Prompt:
Starting at the top of the listing below, copy each line exactly, stopping after the line that contains "2px #ae5e72) drop-shadow(0".
[Data extract Boundary: Start]
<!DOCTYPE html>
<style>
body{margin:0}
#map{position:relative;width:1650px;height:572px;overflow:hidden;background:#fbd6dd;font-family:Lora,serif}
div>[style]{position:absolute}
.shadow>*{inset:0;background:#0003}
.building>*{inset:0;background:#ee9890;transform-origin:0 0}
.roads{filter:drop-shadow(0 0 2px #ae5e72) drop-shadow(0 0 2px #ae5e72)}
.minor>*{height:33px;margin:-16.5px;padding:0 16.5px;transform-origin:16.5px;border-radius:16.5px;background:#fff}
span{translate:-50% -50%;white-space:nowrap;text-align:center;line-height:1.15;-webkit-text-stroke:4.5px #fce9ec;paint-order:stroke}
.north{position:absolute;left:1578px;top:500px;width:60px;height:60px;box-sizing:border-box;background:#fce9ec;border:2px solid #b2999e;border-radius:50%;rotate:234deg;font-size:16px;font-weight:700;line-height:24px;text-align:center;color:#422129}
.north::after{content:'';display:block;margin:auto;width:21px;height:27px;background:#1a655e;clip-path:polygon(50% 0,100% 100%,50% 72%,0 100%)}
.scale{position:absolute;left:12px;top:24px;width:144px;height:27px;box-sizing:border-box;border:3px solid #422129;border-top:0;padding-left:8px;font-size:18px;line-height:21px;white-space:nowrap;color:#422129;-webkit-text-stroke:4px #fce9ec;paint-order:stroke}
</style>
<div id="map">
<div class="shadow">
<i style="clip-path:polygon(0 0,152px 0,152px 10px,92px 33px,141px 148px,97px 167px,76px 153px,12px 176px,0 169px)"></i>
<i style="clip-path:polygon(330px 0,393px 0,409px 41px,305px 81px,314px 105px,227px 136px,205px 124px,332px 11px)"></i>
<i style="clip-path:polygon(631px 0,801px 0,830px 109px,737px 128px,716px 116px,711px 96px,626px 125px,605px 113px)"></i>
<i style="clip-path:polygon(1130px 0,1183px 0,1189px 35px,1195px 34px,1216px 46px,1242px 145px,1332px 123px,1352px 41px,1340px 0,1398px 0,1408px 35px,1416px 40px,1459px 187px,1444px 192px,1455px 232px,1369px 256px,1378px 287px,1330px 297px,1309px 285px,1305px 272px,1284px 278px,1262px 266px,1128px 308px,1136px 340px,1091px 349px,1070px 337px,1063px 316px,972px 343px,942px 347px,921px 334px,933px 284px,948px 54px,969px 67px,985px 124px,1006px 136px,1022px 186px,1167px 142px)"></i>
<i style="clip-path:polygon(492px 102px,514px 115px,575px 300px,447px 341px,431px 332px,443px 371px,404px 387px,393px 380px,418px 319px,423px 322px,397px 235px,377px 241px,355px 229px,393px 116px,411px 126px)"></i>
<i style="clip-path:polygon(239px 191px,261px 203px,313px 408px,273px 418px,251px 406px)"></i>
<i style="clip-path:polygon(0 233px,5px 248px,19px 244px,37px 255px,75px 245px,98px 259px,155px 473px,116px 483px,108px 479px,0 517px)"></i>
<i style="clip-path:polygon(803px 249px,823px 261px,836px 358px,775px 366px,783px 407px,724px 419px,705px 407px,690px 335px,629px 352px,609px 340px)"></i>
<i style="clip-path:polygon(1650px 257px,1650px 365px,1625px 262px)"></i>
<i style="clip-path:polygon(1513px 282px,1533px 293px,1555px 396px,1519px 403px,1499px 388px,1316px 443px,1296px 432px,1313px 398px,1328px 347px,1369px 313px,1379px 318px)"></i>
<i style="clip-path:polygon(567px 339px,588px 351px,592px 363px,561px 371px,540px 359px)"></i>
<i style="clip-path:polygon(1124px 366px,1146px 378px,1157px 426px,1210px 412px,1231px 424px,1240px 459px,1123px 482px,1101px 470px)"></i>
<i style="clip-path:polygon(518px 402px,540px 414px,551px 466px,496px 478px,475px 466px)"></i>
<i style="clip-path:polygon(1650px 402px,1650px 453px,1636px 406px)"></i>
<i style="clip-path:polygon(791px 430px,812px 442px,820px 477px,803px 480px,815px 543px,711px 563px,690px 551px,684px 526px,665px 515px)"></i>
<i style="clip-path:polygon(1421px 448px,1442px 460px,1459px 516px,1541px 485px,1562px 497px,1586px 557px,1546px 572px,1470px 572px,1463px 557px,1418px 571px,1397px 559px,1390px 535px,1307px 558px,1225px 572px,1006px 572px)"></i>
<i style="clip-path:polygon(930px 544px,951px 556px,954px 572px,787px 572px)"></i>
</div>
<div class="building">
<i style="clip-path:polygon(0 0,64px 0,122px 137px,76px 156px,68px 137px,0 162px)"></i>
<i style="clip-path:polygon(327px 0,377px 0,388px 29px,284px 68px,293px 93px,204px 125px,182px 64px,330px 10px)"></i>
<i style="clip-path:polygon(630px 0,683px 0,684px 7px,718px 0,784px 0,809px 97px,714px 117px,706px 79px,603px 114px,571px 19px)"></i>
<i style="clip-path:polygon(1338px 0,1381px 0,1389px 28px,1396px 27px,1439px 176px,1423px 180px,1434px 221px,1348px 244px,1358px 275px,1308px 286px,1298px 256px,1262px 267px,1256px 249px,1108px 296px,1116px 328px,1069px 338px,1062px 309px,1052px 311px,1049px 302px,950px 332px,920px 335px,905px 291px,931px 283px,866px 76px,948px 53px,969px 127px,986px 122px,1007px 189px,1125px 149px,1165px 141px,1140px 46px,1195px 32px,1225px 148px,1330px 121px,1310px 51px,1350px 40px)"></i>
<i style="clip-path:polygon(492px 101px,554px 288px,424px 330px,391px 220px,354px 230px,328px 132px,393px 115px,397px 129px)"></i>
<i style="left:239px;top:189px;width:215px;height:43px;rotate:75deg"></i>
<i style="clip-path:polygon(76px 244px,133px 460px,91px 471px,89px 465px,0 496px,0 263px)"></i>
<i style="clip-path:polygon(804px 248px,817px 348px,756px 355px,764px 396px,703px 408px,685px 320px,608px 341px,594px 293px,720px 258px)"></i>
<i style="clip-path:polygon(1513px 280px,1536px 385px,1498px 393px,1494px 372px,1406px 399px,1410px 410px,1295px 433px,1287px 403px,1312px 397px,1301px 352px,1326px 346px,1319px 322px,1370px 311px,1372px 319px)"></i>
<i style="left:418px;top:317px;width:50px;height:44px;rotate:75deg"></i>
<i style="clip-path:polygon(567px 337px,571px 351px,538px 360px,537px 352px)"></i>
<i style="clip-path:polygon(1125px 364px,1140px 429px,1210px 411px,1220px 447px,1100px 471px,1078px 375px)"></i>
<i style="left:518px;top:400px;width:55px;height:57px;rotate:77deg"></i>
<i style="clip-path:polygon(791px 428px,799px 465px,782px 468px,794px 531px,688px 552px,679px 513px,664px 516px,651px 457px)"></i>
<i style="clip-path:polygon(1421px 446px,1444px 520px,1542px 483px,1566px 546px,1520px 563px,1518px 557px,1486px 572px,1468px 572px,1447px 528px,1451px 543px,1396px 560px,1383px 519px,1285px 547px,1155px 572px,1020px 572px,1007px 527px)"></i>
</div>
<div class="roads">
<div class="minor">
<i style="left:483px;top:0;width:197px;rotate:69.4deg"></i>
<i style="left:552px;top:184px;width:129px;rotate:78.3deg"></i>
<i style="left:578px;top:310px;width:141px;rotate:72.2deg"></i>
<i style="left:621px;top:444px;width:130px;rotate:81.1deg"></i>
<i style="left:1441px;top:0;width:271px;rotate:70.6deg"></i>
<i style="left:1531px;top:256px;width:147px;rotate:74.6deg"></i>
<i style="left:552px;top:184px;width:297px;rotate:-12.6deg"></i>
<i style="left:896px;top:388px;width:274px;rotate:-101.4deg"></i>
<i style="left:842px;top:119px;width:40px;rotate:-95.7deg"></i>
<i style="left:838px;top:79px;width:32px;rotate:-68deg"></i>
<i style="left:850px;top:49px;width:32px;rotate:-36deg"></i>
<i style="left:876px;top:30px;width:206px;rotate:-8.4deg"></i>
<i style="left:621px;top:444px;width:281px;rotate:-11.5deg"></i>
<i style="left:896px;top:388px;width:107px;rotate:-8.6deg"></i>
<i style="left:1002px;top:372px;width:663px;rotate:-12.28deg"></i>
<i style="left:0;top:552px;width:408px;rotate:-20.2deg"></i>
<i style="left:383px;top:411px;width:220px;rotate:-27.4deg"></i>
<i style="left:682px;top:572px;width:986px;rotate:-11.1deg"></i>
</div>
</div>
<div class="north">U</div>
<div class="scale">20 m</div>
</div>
[Data extract Boundary: End]
Output of the task:
<!DOCTYPE html>
<style>
body{margin:0}
#map{position:relative;width:1650px;height:572px;overflow:hidden;background:#fbd6dd;font-family:Lora,serif}
div>[style]{position:absolute}
.shadow>*{inset:0;background:#0003}
.building>*{inset:0;background:#ee9890;transform-origin:0 0}
.roads{filter:drop-shadow(0 0 2px #ae5e72) drop-shadow(0 0 2px #ae5e72)}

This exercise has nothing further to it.